I remember we would pray together before he would leave and he would often have tears of joy in his eyes and I remember feeling overwhelmed that he felt such emotion in these prayers we whispered to God and occasionally I wondered why I wasn't moved to tears when we prayed. It did happen once. When I was alone in my room on my knees, praying out loud quietly.
I realised being a Christian was hard work.

And I worked hard. I read books and I kept diaries, I messed up and guiltily repented, I went to Bible study. We changed church. To our small local church, where the grey hairs outnumbered the coloured and the music was bashed out with gusto but less skill. There was lots to contribute and lots to be done which, for a workaholic like me, was great.
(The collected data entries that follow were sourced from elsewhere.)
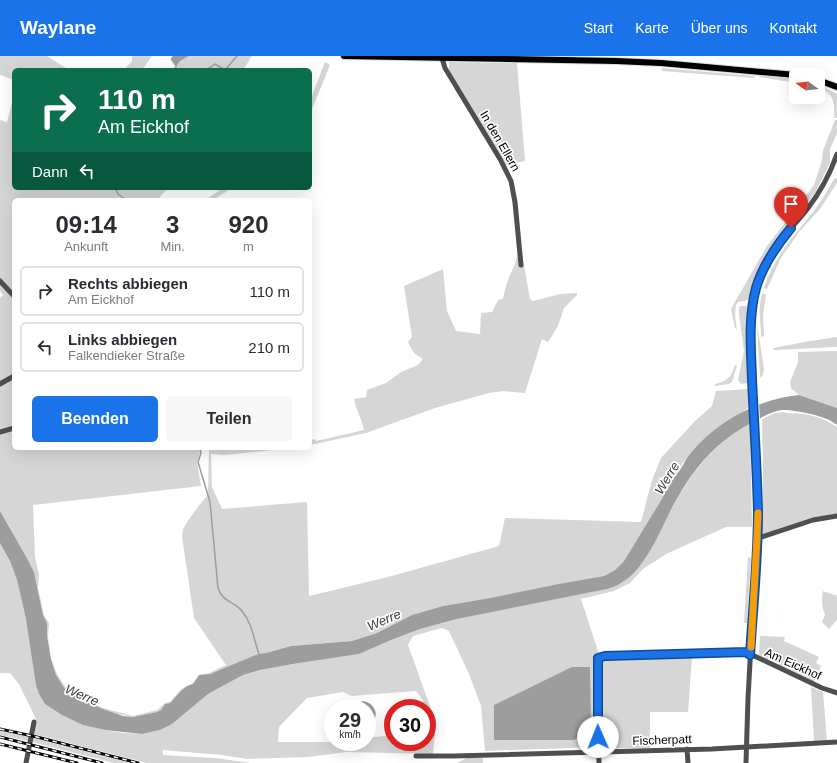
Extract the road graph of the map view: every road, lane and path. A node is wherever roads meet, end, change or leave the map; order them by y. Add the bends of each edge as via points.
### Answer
1 (344, 56) edge
2 (442, 58) junction
3 (789, 74) edge
4 (825, 83) edge
5 (837, 87) edge
6 (837, 154) edge
7 (521, 265) dead end
8 (0, 281) edge
9 (12, 294) edge
10 (12, 377) edge
11 (0, 384) edge
12 (12, 429) edge
13 (0, 432) edge
14 (837, 516) edge
15 (757, 537) junction
16 (750, 655) junction
17 (837, 693) edge
18 (34, 722) dead end
19 (837, 742) edge
20 (747, 747) junction
21 (687, 749) junction
22 (599, 752) junction
23 (416, 756) dead end
24 (26, 763) edge
25 (599, 763) edge
26 (688, 763) edge
27 (746, 763) edge

1 - 2 main road
2 - 3 main road via 661,63
2 - 7 street, In den Ellern via 511,181
4 - 5 main road
6 - 15 street via 823,187 773,251 760,279 753,304 751,317
8 - 9 street
10 - 11 street
12 - 13 street
14 - 15 street via 813,520
15 - 16 street
16 - 17 street, Am Eickhof
16 - 20 street
16 - 22 street, Am Eickhof via 746,652 598,658
18 - 24 street
19 - 20 street, Fischerpatt
20 - 21 street, Fischerpatt
20 - 27 street
21 - 22 street, Fischerpatt
21 - 26 street
22 - 23 street, Fischerpatt
22 - 25 street

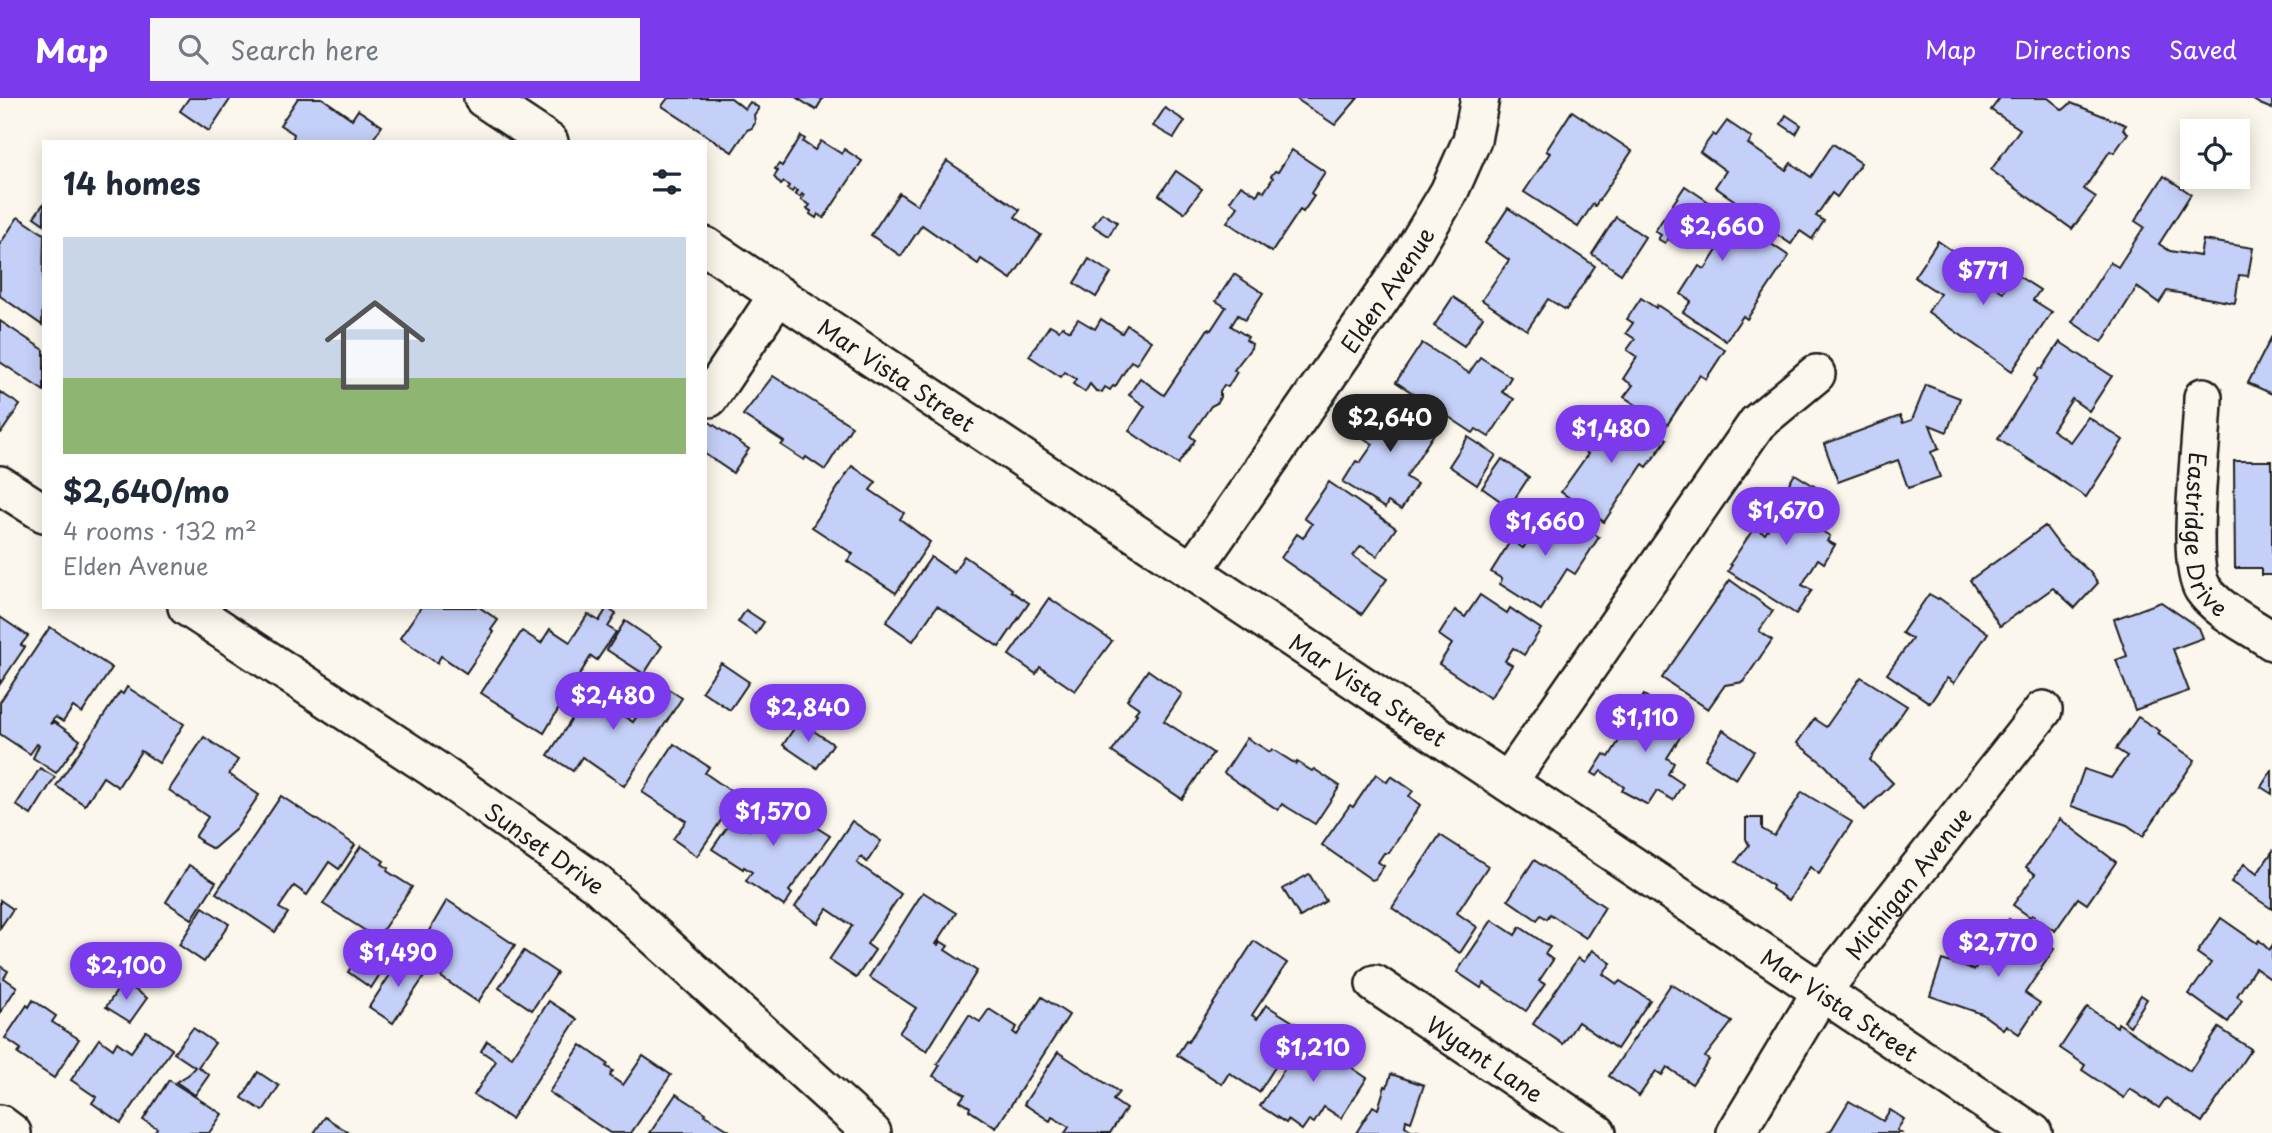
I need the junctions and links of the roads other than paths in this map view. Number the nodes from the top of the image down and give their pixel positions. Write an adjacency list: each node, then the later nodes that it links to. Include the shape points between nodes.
1 (483, 98): 3 (street)
2 (1480, 98): 11 (street, Elden Avenue, via 1472,139 1449,192 1413,252)
3 (546, 140)
4 (707, 247): 5 (street, Mar Vista Street)
5 (778, 295): 8 (street); 11 (street, Mar Vista Street)
6 (1816, 374): 15 (street, via 1757,423)
7 (2203, 397): 13 (street, Eastridge Drive, via 2194,553 2202,588 2219,606)
8 (709, 398)
9 (0, 485): 10 (street)
10 (42, 512)
11 (1193, 570): 15 (street, Mar Vista Street)
12 (190, 609): 20 (street, Sunset Drive, via 434,769 596,883)
13 (2272, 641)
14 (2043, 710): 17 (street, Michigan Avenue)
15 (1508, 782): 17 (street, Mar Vista Street)
16 (1375, 984): 21 (street, Wyant Lane)
17 (1821, 992): 22 (street, Michigan Avenue); 23 (street, Mar Vista Street)
18 (0, 1125): 19 (street)
19 (12, 1133)
20 (872, 1133)
21 (1597, 1133)
22 (1736, 1133)
23 (2033, 1133)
As it does, doubt crept in and dissatisfaction. With both those feelings come more feelings of guilt. I doubted and felt guilty for it, I doubted and was reassured that that’s okay. Now I am at a place where it's not even about doubt.

I kept myself busy, being a warden (kinda like a board member - not paid) and putting myself in charge of quite a few things, from publishing materials to sorting out the sound system, gardening, doing a meal after church etc. Eventually church became about fixing things. I would write to do lists in my pew.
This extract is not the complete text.